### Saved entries
......

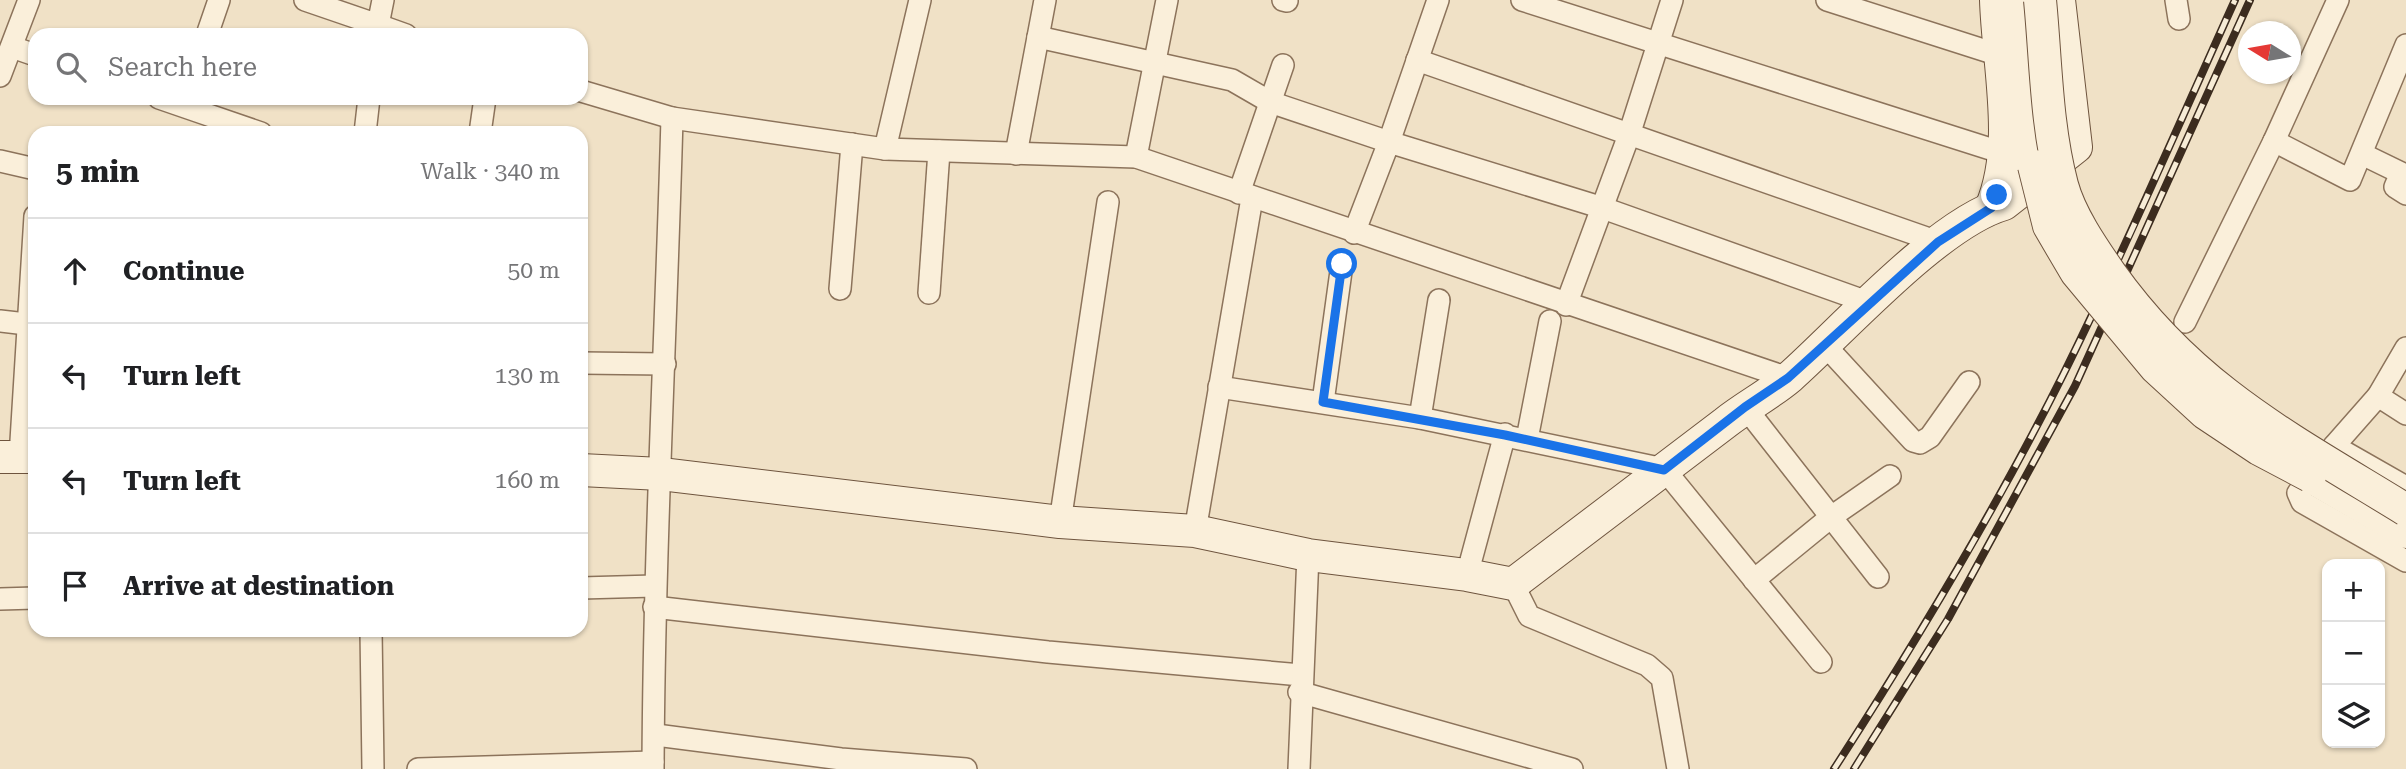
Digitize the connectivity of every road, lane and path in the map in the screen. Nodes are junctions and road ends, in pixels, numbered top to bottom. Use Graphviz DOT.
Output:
graph roads {
  1 [pos="29,0"];
  2 [pos="219,0"];
  3 [pos="305,0"];
  4 [pos="383,0"];
  5 [pos="920,0"];
  6 [pos="1045,0"];
  7 [pos="1167,0"];
  8 [pos="1438,0"];
  9 [pos="1522,0"];
  10 [pos="1672,0"];
  11 [pos="1827,0"];
  12 [pos="1996,0"];
  13 [pos="2022,0"];
  14 [pos="2040,0"];
  15 [pos="2059,0"];
  16 [pos="2337,0"];
  17 [pos="209,28"];
  18 [pos="372,28"];
  19 [pos="377,28"];
  20 [pos="1038,37"];
  21 [pos="1657,45"];
  22 [pos="2406,45"];
  23 [pos="12,47"];
  24 [pos="28,53"];
  25 [pos="1999,55"];
  26 [pos="1417,60"];
  27 [pos="1154,61"];
  28 [pos="1283,65"];
  29 [pos="0,76"];
  30 [pos="588,93"];
  31 [pos="1270,102"];
  32 [pos="191,105"];
  33 [pos="368,105"];
  34 [pos="484,105"];
  35 [pos="672,118"];
  36 [pos="243,126"];
  37 [pos="366,126"];
  38 [pos="481,126"];
  39 [pos="1629,135"];
  40 [pos="2274,141"];
  41 [pos="1389,142"];
  42 [pos="852,144"];
  43 [pos="885,149"];
  44 [pos="939,151"];
  45 [pos="2003,153"];
  46 [pos="1016,154"];
  47 [pos="2362,154"];
  48 [pos="1136,157"];
  49 [pos="0,161"];
  50 [pos="28,167"];
  51 [pos="2028,185"];
  52 [pos="2406,194"];
  53 [pos="1246,196"];
  54 [pos="1108,202"];
  55 [pos="1603,208"];
  56 [pos="1991,208"];
  57 [pos="1354,233"];
  58 [pos="1938,242"];
  59 [pos="1342,264"];
  60 [pos="840,289"];
  61 [pos="929,293"];
  62 [pos="1439,300"];
  63 [pos="1870,303"];
  64 [pos="1566,305"];
  65 [pos="0,321"];
  66 [pos="1550,321"];
  67 [pos="2185,322"];
  68 [pos="28,325"];
  69 [pos="1823,343"];
  70 [pos="2406,348"];
  71 [pos="28,355"];
  72 [pos="588,363"];
  73 [pos="665,364"];
  74 [pos="1788,378"];
  75 [pos="1969,382"];
  76 [pos="1219,387"];
  77 [pos="2378,396"];
  78 [pos="1323,402"];
  79 [pos="1745,407"];
  80 [pos="2406,414"];
  81 [pos="1420,418"];
  82 [pos="1505,435"];
  83 [pos="1527,439"];
  84 [pos="2334,446"];
  85 [pos="18,457"];
  86 [pos="588,470"];
  87 [pos="1664,470"];
  88 [pos="661,474"];
  89 [pos="1890,476"];
  90 [pos="2406,487"];
  91 [pos="2406,510"];
  92 [pos="1831,517"];
  93 [pos="1060,522"];
  94 [pos="1195,531"];
  95 [pos="2406,532"];
  96 [pos="1308,555"];
  97 [pos="2406,561"];
  98 [pos="1467,575"];
  99 [pos="1878,577"];
  100 [pos="1754,580"];
  101 [pos="1513,584"];
  102 [pos="588,589"];
  103 [pos="654,597"];
  104 [pos="28,598"];
  105 [pos="0,599"];
  106 [pos="371,637"];
  107 [pos="1821,662"];
  108 [pos="1300,684"];
  109 [pos="656,736"];
  110 [pos="841,764"];
  111 [pos="653,766"];
  112 [pos="373,769"];
  113 [pos="418,769"];
  114 [pos="966,769"];
  115 [pos="1298,769"];
  116 [pos="1572,769"];
  117 [pos="1678,769"];
  1 -- 23 [label="street"];
  2 -- 17 [label="street"];
  3 -- 18 [label="street"];
  4 -- 19 [label="street"];
  5 -- 43 [label="street"];
  6 -- 20 [label="street"];
  7 -- 27 [label="street"];
  8 -- 26 [label="street"];
  9 -- 21 [label="street"];
  10 -- 21 [label="street"];
  11 -- 25 [label="street"];
  12 -- 25 [label="street"];
  13 -- 95 [label="street, bridge"];
  14 -- 91 [label="street, bridge"];
  15 -- 51 [label="street"];
  16 -- 40 [label="street"];
  20 -- 27 [label="street"];
  20 -- 46 [label="street"];
  21 -- 39 [label="street"];
  21 -- 45 [label="street"];
  22 -- 47 [label="street"];
  23 -- 24 [label="street"];
  23 -- 29 [label="street"];
  25 -- 45 [label="street"];
  26 -- 39 [label="street"];
  26 -- 41 [label="street"];
  27 -- 31 [label="street"];
  27 -- 48 [label="street"];
  28 -- 31 [label="street"];
  30 -- 35 [label="street"];
  31 -- 41 [label="street"];
  31 -- 53 [label="street"];
  32 -- 36 [label="street"];
  33 -- 37 [label="street"];
  34 -- 38 [label="street"];
  35 -- 42 [label="street"];
  35 -- 73 [label="street"];
  39 -- 55 [label="street"];
  39 -- 58 [label="street"];
  40 -- 47 [label="street"];
  40 -- 67 [label="street"];
  41 -- 55 [label="street"];
  41 -- 57 [label="street"];
  42 -- 43 [label="street"];
  42 -- 60 [label="street"];
  43 -- 44 [label="street"];
  44 -- 46 [label="street"];
  44 -- 61 [label="street"];
  45 -- 51 [label="street"];
  45 -- 56 [label="street"];
  46 -- 48 [label="street"];
  47 -- 52 [label="street"];
  48 -- 53 [label="street"];
  49 -- 50 [label="street"];
  51 -- 56 [label="street"];
  53 -- 57 [label="street"];
  53 -- 76 [label="street"];
  54 -- 93 [label="street"];
  55 -- 63 [label="street"];
  55 -- 64 [label="street"];
  56 -- 58 [label="street"];
  57 -- 64 [label="street"];
  58 -- 63 [label="street"];
  59 -- 78 [label="street"];
  62 -- 81 [label="street"];
  63 -- 69 [label="street"];
  64 -- 74 [label="street"];
  65 -- 68 [label="street"];
  66 -- 83 [label="street"];
  69 -- 74 [label="street"];
  69 -- 75 [label="street"];
  70 -- 77 [label="street"];
  71 -- 85 [label="street"];
  72 -- 73 [label="street"];
  73 -- 88 [label="street"];
  74 -- 79 [label="street"];
  76 -- 78 [label="street"];
  76 -- 94 [label="street"];
  77 -- 80 [label="street"];
  77 -- 84 [label="street"];
  78 -- 81 [label="street"];
  79 -- 87 [label="street"];
  79 -- 92 [label="street"];
  81 -- 82 [label="street"];
  82 -- 83 [label="street"];
  82 -- 98 [label="street"];
  83 -- 87 [label="street"];
  84 -- 90 [label="street"];
  84 -- 97 [label="street"];
  86 -- 88 [label="street"];
  87 -- 100 [label="street"];
  87 -- 101 [label="street"];
  88 -- 93 [label="street"];
  88 -- 103 [label="street"];
  89 -- 92 [label="street"];
  92 -- 99 [label="street"];
  92 -- 100 [label="street"];
  93 -- 94 [label="street"];
  94 -- 96 [label="street"];
  96 -- 98 [label="street"];
  96 -- 108 [label="street"];
  98 -- 101 [label="street"];
  100 -- 107 [label="street"];
  101 -- 117 [label="street"];
  102 -- 103 [label="street"];
  103 -- 108 [label="street"];
  103 -- 109 [label="street"];
  104 -- 105 [label="street"];
  106 -- 112 [label="street"];
  108 -- 115 [label="street"];
  108 -- 116 [label="street"];
  109 -- 110 [label="street"];
  109 -- 111 [label="street"];
  110 -- 114 [label="street"];
  111 -- 113 [label="street"];
}
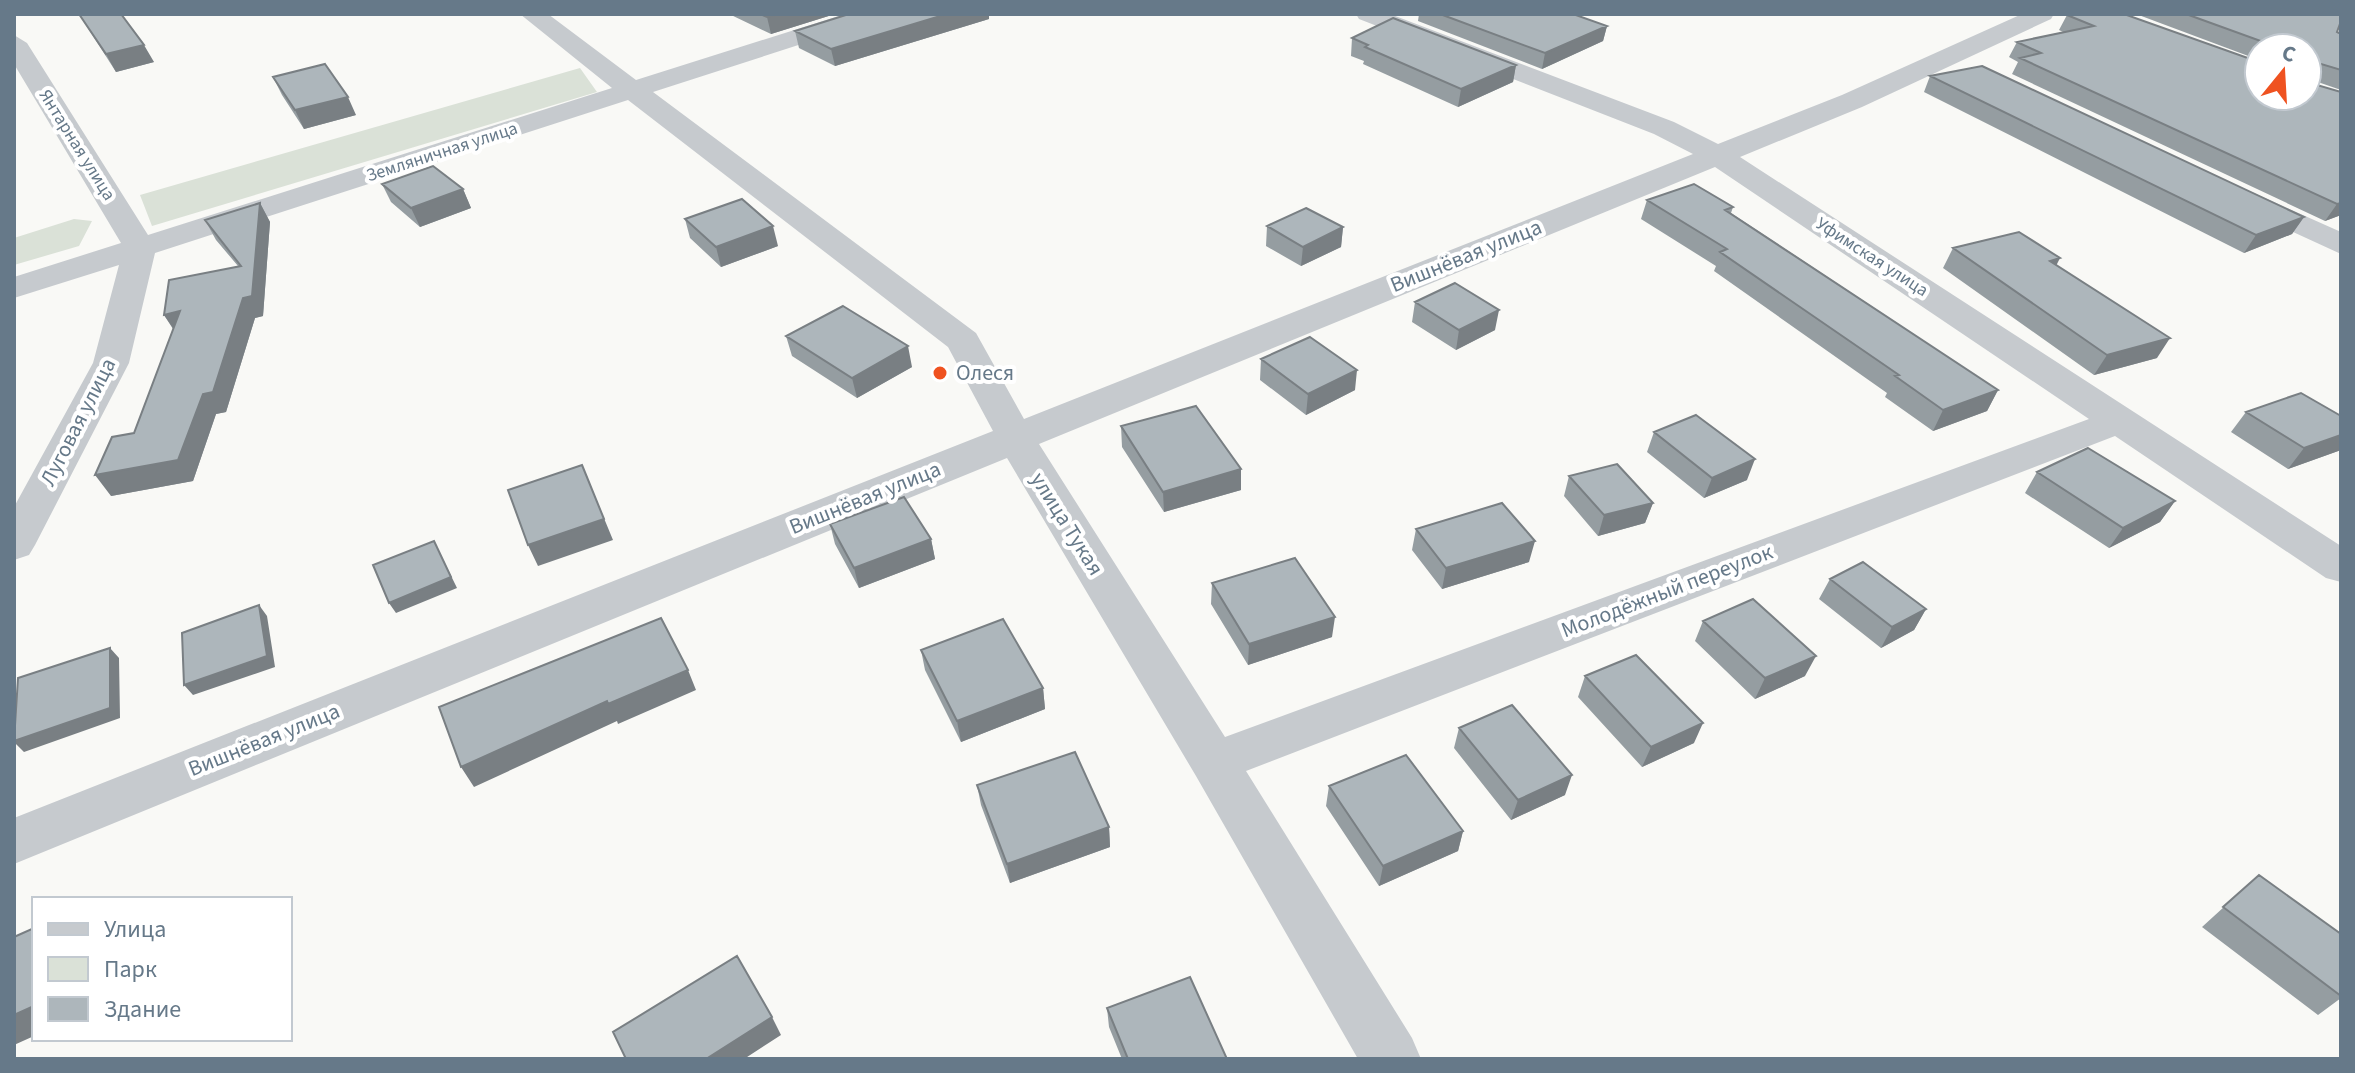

......

### What you have to do
From the entries above, work out the number of lines containing the string "bridge" and give that number by itself.

### The answer
2